Our World's Finest heroes storm into action, saving people. Superman even strikes a rather famous pose. 

The Man of Steel even gets to save the day in an ingenious way. 
And we end on a venomous cliffhanger. 

It is all just perfect. From Boy Thunder's temper to Barry's Supergirl comment to Superman's speech, it all works. From Flash running with Superman to Donna's concerns to the Joker's mania, it all sings. 

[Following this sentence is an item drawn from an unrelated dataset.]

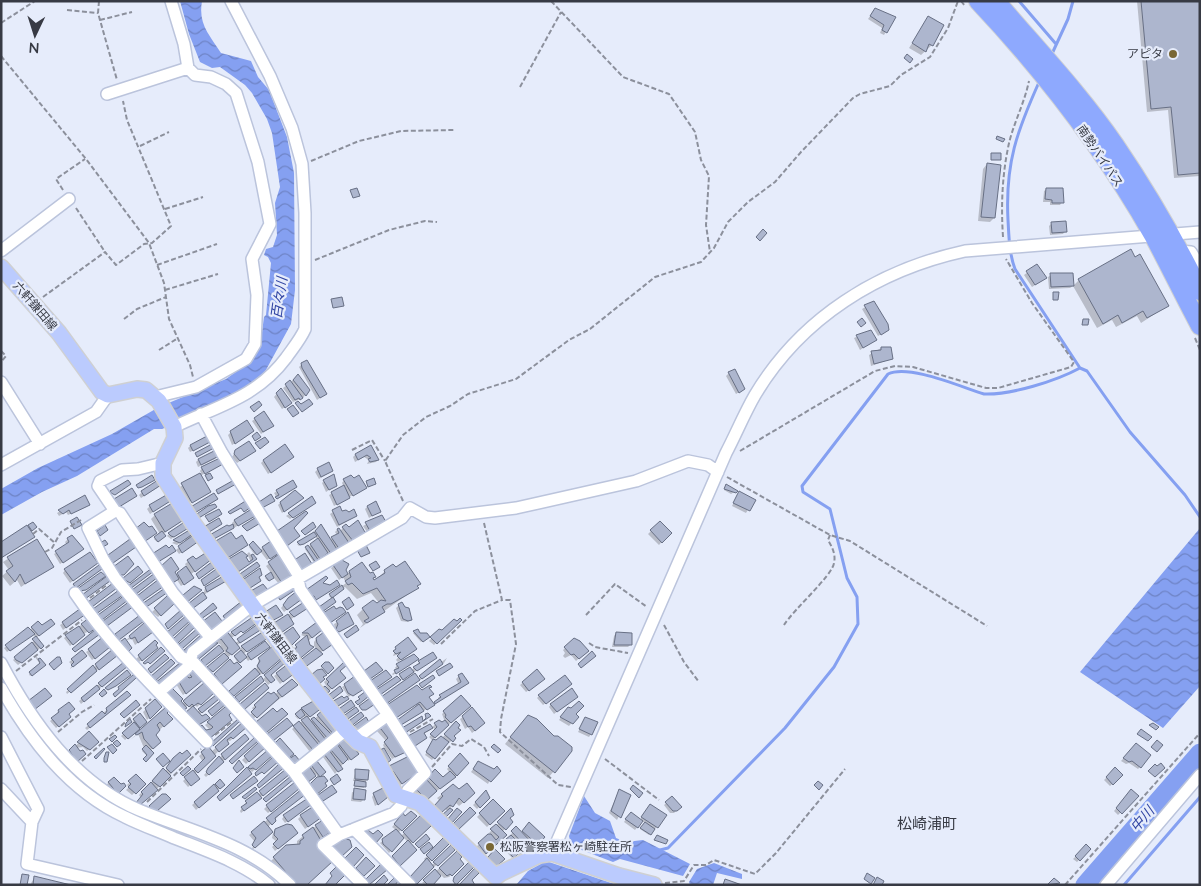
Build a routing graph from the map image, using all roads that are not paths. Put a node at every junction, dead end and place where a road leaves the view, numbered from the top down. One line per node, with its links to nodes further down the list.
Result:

I'll end this review like I seem to end all the World's Finest reviews. Everyone should be reading this. Everyone.

Overall grade: A


Anonymous said...

Why do I suspect the accidental “sabotage” of the family sized escape ship is a repressed memory or something even darker…?monkeying around with Dad’s space camper seems reminiscent of Kara’s inane initial explanations back in “Cosmic Adventures”! admittedly I could be wrong but I am fully engaged with this book in a way I can’t say about DCeased or DC v.Vampires etc.
So THAT is why Supergirl never cracked the JLA the membership thought of her as a sidekick, that explains the entire silver and bronze ages neatly, kudos to Mark Waid :)
Geez and here I thought I was the only one who recalled The Angle Man (basically a B List Wonder Woman foe back in the day) and his clumsy power upgrade via “The Angler”…a grim off panel end for end for him as well. Although it’d be funny if he turned ip alive and determined to recover his gimmick and avenge himself on The Joker.
But thats the sign of a good series with good righting, I start riffing on it :)


William Ashley Vaughan said...

Love how Robin hadles Speedy's jerkiness. "SPLSSHHH."

Steve said...

Angle Man, for all the silliness of his revamp, was my favorite Wonder Woman villain pre-Crisis. That scene bothers me more than it should!